Não contando com os contos de Nocturnos (2009), O Gigante Enterrado é o regresso do autor ao romance, após quase dez anos.
Da mesma forma que a fição científica não tem apenas a ver com naves e robots, mas sim com as grandes questões existenciais da Humanidade e da ausência ou da possibilidade de um futuro melhor, quer seja ou não suportado por uma evolução tecnológica, a fantasia e a alegoria permitem atentar no real e no ordinário tão ou mais eficazmente do que um retrato cruamente realista dessa mesma realidade. O Gigante Enterrado tem sido considerado como uma obra de fantasia (ressalve-se na capa do romance a citação de um dos mais aclamados contemporâneos autor de fantasia, Neil Gaiman, que escreveu sobre este romance no The New York Times), onde o mito e a memória, a alegoria e a imaginação, jogam um importante papel.
«Teria sido necessário procurar muito tempo para encontrar o género de vereda sinuosa ou de prado tranquilo que mais tarde viriam a celebrizar a Inglaterra. (…) Nevoeiros gélidos pairavam sobre rios e pântanos, sendo vantajosos para os ogres que nesse tempo ainda habitavam a região.» (p. 9). O início do romance remete claramente a ação a um passado distante e situa-a na Inglaterra do mito e das brumas, esboçando ainda com a referência aos ogres o género de fição aqui explorada, uma fantasia pós-moderna cujos limites são naturalmente esbatidos, que catapulta o leitor para um tempo remoto, em oposição ao futuro explorado no romance anterior.
A bruma referida logo na abertura do romance e que inicialmente parece representar essa eterna condição climatérica nebulosa da Grã-Bretanha, é afinal um nevoeiro que traz consigo não tanto a falta de visibilidade mas sobretudo o esquecimento. Por isso mesmo, os protagonistas Axl e Beatrice são um casal de idosos por quem é inevitável sentir profunda simpatia e carinho, dada a sua profunda devoção um pelo outro, mesmo que eles próprios já não se recordem porque permanecem juntos ao fim de tantos anos. E a reforçar esse sentido alegórico da narrativa pode ler-se que «Talvez esses não fossem os seus nomes exactos ou completos, mas, por uma questão de facilidade, é assim que nos iremos referir a eles.» (p. 10).

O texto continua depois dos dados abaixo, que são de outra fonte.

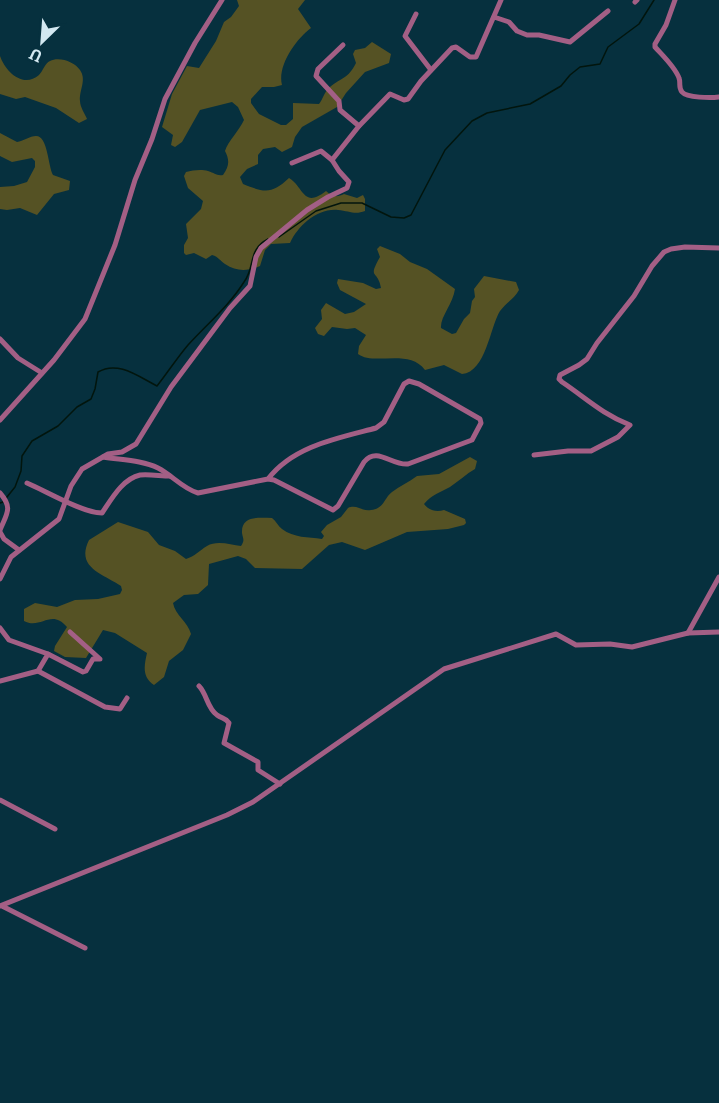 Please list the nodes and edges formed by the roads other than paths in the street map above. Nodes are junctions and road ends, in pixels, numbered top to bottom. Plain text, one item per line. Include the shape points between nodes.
1 (222, 0) edge
2 (501, 0) edge
3 (675, 0) edge
4 (608, 11) dead end
5 (416, 14) dead end
6 (494, 17) junction
7 (343, 45) dead end
8 (431, 70) junction
9 (719, 98) edge
10 (359, 126) junction
11 (332, 160) junction
12 (292, 163) dead end
13 (719, 248) edge
14 (0, 339) edge
15 (42, 373) junction
16 (0, 420) edge
17 (534, 455) dead end
18 (102, 457) junction
19 (171, 476) junction
20 (268, 479) junction
21 (27, 483) dead end
22 (1, 494) edge
23 (67, 500) junction
24 (0, 531) edge
25 (19, 550) junction
26 (719, 577) edge
27 (0, 579) edge
28 (0, 628) edge
29 (70, 632) dead end
30 (719, 632) edge
31 (688, 633) junction
32 (48, 654) junction
33 (38, 671) junction
34 (0, 681) edge
35 (199, 686) dead end
36 (127, 698) dead end
37 (280, 784) junction
38 (0, 800) edge
39 (55, 829) dead end
40 (0, 906) edge
41 (85, 948) dead end

1 - 15 street via 165,99 115,246 87,313
2 - 6 street
3 - 9 street via 655,47 676,73 685,94
4 - 6 street via 570,42 527,35
5 - 8 street via 405,36
6 - 8 street via 476,57 453,47
7 - 10 street via 318,69 316,76 339,101 340,110
8 - 10 street via 408,99 390,94
10 - 11 street
11 - 12 street via 321,152
11 - 18 street via 349,182 347,188 313,206 261,248 250,286 171,387 136,444
13 - 17 street via 685,247 664,252 587,358 560,375 562,382 601,411 630,424 624,431 591,451
14 - 15 street via 18,358
15 - 16 street
18 - 19 street via 145,464
18 - 23 street via 82,469
19 - 20 street via 201,494
19 - 23 street via 134,478 112,496 102,513
20 - 20 street via 335,510 369,457 376,455 408,464 472,440 480,419 408,381 384,422 376,428 308,448 276,468
21 - 23 street
22 - 24 street via 9,508
23 - 25 street via 56,522
24 - 25 street
25 - 27 street
26 - 31 street
28 - 32 street via 9,640
29 - 32 street via 100,659 93,659 83,672
30 - 31 street
31 - 37 street via 632,647 576,645 556,634 444,669
32 - 33 street
33 - 34 street
33 - 36 street via 105,707 120,709
35 - 37 street via 218,716 229,723 224,743 258,762 258,770
37 - 40 street via 228,815
38 - 39 street
40 - 41 street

Kazuo Ishiguro escreve sobre um mundo no passado que não consegue recuperar o seu passado, sem história e sem rumo, condizente com o período medievalizante que retrata, de Idade das Trevas, possivelmente entre os séculos V ou VI, num reino outrora governado por Artur, em que Bretões e Saxões convivem pacificamente. Apesar do nevoeiro desmemoriante que assola esse mundo, Beatrice agarra-se à convição de que ela e Axl tiveram em tempos um filho, que partiu para uma aldeia distante e de quem há muito não recebem notícias, mas que ela sente intensamente chamar por eles. Encetam assim uma viagem por territórios desconhecidos, mas vagamente familiares, num reino de bruxas, ogres, monges e dragões, encontrando pelo caminho cavaleiros que parecem personificar figuras lendárias como Beowulf, no caso do guerreiro Wistan, cuja missão é matar o dragão Querig, ou cavaleiros da Távola Redonda como Gawain, sobrinho do Rei Artur (e figura assaz quixotesca) cuja missão é defender essa mesma criatura. Mas não confundamos este romance com o género épico patente em A Guerra dos Tronos: aqui o ritmo é lento, os diálogos são ritmicamente repetitivos, a ternura entre o casal de velhotes é símbolo de um amor que vive além do tempo e dos erros do passado, o sentido de honra é premente mesmo quando cavaleiros se digladiam entre si ao mesmo tempo que tecem louvas ao nobre adversário, e o passado espreita sempre sob um primeiro olhar de breve reconhecimento. Numa narrativa simples, poética, por vezes com ritmo lento, perceberemos, num final em aberto, e com algumas surpresas, que nem tudo é assim tão linear, nomeadamente quando se fala nesse barqueiro que no fim da travessia interroga os casais, para apurar se estão realmente unidos pelo amor verdadeiro, ou de como um jovem mordido por um dragão se torna num apaixonado do dragão-fêmea, cujo bafo é o responsável pela neblina que embota a memória, e de como o esquecimento tem a grande virtude de permitir perdoar e viver numa paz aparente com o outro. Fica também a dúvida, no final, se o Gigante Enterrado é o dragão, o peso do esquecimento e do passado, ou talvez a esperança que dá pelo nome dessa Espada que desenterrada traria os tempos áureos do Rei Artur de volta.